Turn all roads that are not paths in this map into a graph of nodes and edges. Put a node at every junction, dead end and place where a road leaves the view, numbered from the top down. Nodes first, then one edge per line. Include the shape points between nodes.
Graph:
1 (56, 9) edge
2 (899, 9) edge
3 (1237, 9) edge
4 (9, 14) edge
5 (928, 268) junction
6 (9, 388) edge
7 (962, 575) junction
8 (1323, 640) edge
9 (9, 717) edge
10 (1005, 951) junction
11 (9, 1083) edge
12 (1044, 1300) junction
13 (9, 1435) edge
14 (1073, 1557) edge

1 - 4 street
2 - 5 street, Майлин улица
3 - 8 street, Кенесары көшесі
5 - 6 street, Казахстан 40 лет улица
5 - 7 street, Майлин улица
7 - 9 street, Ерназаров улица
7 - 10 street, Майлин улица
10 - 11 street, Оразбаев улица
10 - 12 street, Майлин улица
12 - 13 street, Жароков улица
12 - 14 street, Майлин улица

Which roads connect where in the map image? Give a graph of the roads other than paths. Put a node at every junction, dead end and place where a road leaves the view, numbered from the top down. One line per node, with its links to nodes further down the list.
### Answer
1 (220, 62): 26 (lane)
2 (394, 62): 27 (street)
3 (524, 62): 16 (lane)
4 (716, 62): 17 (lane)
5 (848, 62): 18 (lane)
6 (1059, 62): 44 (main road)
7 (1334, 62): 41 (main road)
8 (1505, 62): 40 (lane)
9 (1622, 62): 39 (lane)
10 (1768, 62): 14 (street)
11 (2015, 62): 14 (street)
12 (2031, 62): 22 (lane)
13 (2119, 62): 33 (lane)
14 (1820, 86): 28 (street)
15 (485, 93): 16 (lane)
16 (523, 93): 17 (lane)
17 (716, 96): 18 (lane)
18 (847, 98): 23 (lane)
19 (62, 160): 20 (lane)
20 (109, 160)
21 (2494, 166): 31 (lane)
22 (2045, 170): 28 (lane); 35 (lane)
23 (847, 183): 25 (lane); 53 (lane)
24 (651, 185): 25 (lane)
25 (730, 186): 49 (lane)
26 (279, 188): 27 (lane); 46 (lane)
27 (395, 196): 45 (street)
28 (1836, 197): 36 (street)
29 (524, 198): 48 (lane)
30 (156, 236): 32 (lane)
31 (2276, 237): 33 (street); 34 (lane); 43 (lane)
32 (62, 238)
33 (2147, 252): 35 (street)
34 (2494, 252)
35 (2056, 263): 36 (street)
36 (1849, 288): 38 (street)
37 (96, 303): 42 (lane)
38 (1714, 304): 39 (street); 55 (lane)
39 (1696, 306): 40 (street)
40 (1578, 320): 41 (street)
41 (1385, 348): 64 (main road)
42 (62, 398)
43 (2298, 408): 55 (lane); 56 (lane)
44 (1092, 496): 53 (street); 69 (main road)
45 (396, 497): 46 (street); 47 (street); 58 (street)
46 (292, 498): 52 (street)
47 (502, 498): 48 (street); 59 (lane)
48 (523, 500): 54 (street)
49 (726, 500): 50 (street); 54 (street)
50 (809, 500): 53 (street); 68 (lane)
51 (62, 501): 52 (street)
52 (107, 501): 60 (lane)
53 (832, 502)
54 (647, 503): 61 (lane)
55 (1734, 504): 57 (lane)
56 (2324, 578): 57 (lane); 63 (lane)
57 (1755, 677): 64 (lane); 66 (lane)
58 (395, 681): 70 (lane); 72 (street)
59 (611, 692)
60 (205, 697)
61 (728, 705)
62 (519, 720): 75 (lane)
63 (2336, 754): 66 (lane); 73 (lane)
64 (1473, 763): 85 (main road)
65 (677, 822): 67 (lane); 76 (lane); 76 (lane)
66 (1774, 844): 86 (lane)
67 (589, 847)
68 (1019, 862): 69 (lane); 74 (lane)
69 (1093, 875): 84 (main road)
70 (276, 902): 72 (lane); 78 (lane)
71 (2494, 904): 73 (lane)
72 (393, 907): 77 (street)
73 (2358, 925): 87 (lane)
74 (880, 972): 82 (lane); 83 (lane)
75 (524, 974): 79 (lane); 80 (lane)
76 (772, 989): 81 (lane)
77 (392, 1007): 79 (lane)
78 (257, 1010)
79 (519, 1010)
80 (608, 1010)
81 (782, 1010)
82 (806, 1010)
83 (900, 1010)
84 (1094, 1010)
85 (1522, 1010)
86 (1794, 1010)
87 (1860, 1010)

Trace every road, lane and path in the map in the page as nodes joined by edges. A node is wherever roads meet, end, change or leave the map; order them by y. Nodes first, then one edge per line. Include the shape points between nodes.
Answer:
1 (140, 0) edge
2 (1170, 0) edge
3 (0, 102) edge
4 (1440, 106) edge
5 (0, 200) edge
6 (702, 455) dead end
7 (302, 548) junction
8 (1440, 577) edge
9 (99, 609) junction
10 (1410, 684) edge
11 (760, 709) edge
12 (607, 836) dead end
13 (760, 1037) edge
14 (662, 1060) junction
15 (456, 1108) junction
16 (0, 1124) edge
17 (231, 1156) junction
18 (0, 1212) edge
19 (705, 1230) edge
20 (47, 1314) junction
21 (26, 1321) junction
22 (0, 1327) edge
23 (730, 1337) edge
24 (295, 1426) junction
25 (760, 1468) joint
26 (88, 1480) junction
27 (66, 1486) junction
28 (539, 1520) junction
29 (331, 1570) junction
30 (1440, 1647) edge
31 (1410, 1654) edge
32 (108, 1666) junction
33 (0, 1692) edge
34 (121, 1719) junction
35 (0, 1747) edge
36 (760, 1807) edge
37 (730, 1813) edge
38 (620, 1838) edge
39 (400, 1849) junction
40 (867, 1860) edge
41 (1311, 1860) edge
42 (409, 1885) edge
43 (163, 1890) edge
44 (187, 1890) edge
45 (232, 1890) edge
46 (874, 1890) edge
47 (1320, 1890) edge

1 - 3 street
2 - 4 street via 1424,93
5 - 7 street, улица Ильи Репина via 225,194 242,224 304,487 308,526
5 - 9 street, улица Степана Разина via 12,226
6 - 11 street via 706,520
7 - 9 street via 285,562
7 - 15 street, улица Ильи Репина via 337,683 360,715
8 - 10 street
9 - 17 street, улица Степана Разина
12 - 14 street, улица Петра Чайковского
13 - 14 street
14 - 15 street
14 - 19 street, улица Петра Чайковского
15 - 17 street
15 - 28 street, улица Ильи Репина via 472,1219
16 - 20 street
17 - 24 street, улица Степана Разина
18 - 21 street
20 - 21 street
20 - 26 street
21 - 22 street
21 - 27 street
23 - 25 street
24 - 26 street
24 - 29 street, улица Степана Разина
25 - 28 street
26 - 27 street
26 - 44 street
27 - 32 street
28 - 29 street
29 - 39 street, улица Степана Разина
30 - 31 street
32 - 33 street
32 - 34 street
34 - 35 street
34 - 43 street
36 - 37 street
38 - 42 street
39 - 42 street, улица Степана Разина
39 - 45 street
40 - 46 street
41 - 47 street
§ §
TASK BRIEF
Output the complete data exactly as written.

RESPONSE TO THE TASK
Turn all roads that are not paths in this map into a graph of nodes and edges. Put a node at every junction, dead end and place where a road leaves the view, numbered from the top down. Nodes first, then one edge per line. Include the shape points between nodes.
Graph:
1 (56, 9) edge
2 (899, 9) edge
3 (1237, 9) edge
4 (9, 14) edge
5 (928, 268) junction
6 (9, 388) edge
7 (962, 575) junction
8 (1323, 640) edge
9 (9, 717) edge
10 (1005, 951) junction
11 (9, 1083) edge
12 (1044, 1300) junction
13 (9, 1435) edge
14 (1073, 1557) edge

1 - 4 street
2 - 5 street, Майлин улица
3 - 8 street, Кенесары көшесі
5 - 6 street, Казахстан 40 лет улица
5 - 7 street, Майлин улица
7 - 9 street, Ерназаров улица
7 - 10 street, Майлин улица
10 - 11 street, Оразбаев улица
10 - 12 street, Майлин улица
12 - 13 street, Жароков улица
12 - 14 street, Майлин улица

Which roads connect where in the map image? Give a graph of the roads other than paths. Put a node at every junction, dead end and place where a road leaves the view, numbered from the top down. One line per node, with its links to nodes further down the list.
### Answer
1 (220, 62): 26 (lane)
2 (394, 62): 27 (street)
3 (524, 62): 16 (lane)
4 (716, 62): 17 (lane)
5 (848, 62): 18 (lane)
6 (1059, 62): 44 (main road)
7 (1334, 62): 41 (main road)
8 (1505, 62): 40 (lane)
9 (1622, 62): 39 (lane)
10 (1768, 62): 14 (street)
11 (2015, 62): 14 (street)
12 (2031, 62): 22 (lane)
13 (2119, 62): 33 (lane)
14 (1820, 86): 28 (street)
15 (485, 93): 16 (lane)
16 (523, 93): 17 (lane)
17 (716, 96): 18 (lane)
18 (847, 98): 23 (lane)
19 (62, 160): 20 (lane)
20 (109, 160)
21 (2494, 166): 31 (lane)
22 (2045, 170): 28 (lane); 35 (lane)
23 (847, 183): 25 (lane); 53 (lane)
24 (651, 185): 25 (lane)
25 (730, 186): 49 (lane)
26 (279, 188): 27 (lane); 46 (lane)
27 (395, 196): 45 (street)
28 (1836, 197): 36 (street)
29 (524, 198): 48 (lane)
30 (156, 236): 32 (lane)
31 (2276, 237): 33 (street); 34 (lane); 43 (lane)
32 (62, 238)
33 (2147, 252): 35 (street)
34 (2494, 252)
35 (2056, 263): 36 (street)
36 (1849, 288): 38 (street)
37 (96, 303): 42 (lane)
38 (1714, 304): 39 (street); 55 (lane)
39 (1696, 306): 40 (street)
40 (1578, 320): 41 (street)
41 (1385, 348): 64 (main road)
42 (62, 398)
43 (2298, 408): 55 (lane); 56 (lane)
44 (1092, 496): 53 (street); 69 (main road)
45 (396, 497): 46 (street); 47 (street); 58 (street)
46 (292, 498): 52 (street)
47 (502, 498): 48 (street); 59 (lane)
48 (523, 500): 54 (street)
49 (726, 500): 50 (street); 54 (street)
50 (809, 500): 53 (street); 68 (lane)
51 (62, 501): 52 (street)
52 (107, 501): 60 (lane)
53 (832, 502)
54 (647, 503): 61 (lane)
55 (1734, 504): 57 (lane)
56 (2324, 578): 57 (lane); 63 (lane)
57 (1755, 677): 64 (lane); 66 (lane)
58 (395, 681): 70 (lane); 72 (street)
59 (611, 692)
60 (205, 697)
61 (728, 705)
62 (519, 720): 75 (lane)
63 (2336, 754): 66 (lane); 73 (lane)
64 (1473, 763): 85 (main road)
65 (677, 822): 67 (lane); 76 (lane); 76 (lane)
66 (1774, 844): 86 (lane)
67 (589, 847)
68 (1019, 862): 69 (lane); 74 (lane)
69 (1093, 875): 84 (main road)
70 (276, 902): 72 (lane); 78 (lane)
71 (2494, 904): 73 (lane)
72 (393, 907): 77 (street)
73 (2358, 925): 87 (lane)
74 (880, 972): 82 (lane); 83 (lane)
75 (524, 974): 79 (lane); 80 (lane)
76 (772, 989): 81 (lane)
77 (392, 1007): 79 (lane)
78 (257, 1010)
79 (519, 1010)
80 (608, 1010)
81 (782, 1010)
82 (806, 1010)
83 (900, 1010)
84 (1094, 1010)
85 (1522, 1010)
86 (1794, 1010)
87 (1860, 1010)

Trace every road, lane and path in the map in the page as nodes joined by edges. A node is wherever roads meet, end, change or leave the map; order them by y. Nodes first, then one edge per line. Include the shape points between nodes.
Answer:
1 (140, 0) edge
2 (1170, 0) edge
3 (0, 102) edge
4 (1440, 106) edge
5 (0, 200) edge
6 (702, 455) dead end
7 (302, 548) junction
8 (1440, 577) edge
9 (99, 609) junction
10 (1410, 684) edge
11 (760, 709) edge
12 (607, 836) dead end
13 (760, 1037) edge
14 (662, 1060) junction
15 (456, 1108) junction
16 (0, 1124) edge
17 (231, 1156) junction
18 (0, 1212) edge
19 (705, 1230) edge
20 (47, 1314) junction
21 (26, 1321) junction
22 (0, 1327) edge
23 (730, 1337) edge
24 (295, 1426) junction
25 (760, 1468) joint
26 (88, 1480) junction
27 (66, 1486) junction
28 (539, 1520) junction
29 (331, 1570) junction
30 (1440, 1647) edge
31 (1410, 1654) edge
32 (108, 1666) junction
33 (0, 1692) edge
34 (121, 1719) junction
35 (0, 1747) edge
36 (760, 1807) edge
37 (730, 1813) edge
38 (620, 1838) edge
39 (400, 1849) junction
40 (867, 1860) edge
41 (1311, 1860) edge
42 (409, 1885) edge
43 (163, 1890) edge
44 (187, 1890) edge
45 (232, 1890) edge
46 (874, 1890) edge
47 (1320, 1890) edge

1 - 3 street
2 - 4 street via 1424,93
5 - 7 street, улица Ильи Репина via 225,194 242,224 304,487 308,526
5 - 9 street, улица Степана Разина via 12,226
6 - 11 street via 706,520
7 - 9 street via 285,562
7 - 15 street, улица Ильи Репина via 337,683 360,715
8 - 10 street
9 - 17 street, улица Степана Разина
12 - 14 street, улица Петра Чайковского
13 - 14 street
14 - 15 street
14 - 19 street, улица Петра Чайковского
15 - 17 street
15 - 28 street, улица Ильи Репина via 472,1219
16 - 20 street
17 - 24 street, улица Степана Разина
18 - 21 street
20 - 21 street
20 - 26 street
21 - 22 street
21 - 27 street
23 - 25 street
24 - 26 street
24 - 29 street, улица Степана Разина
25 - 28 street
26 - 27 street
26 - 44 street
27 - 32 street
28 - 29 street
29 - 39 street, улица Степана Разина
30 - 31 street
32 - 33 street
32 - 34 street
34 - 35 street
34 - 43 street
36 - 37 street
38 - 42 street
39 - 42 street, улица Степана Разина
39 - 45 street
40 - 46 street
41 - 47 street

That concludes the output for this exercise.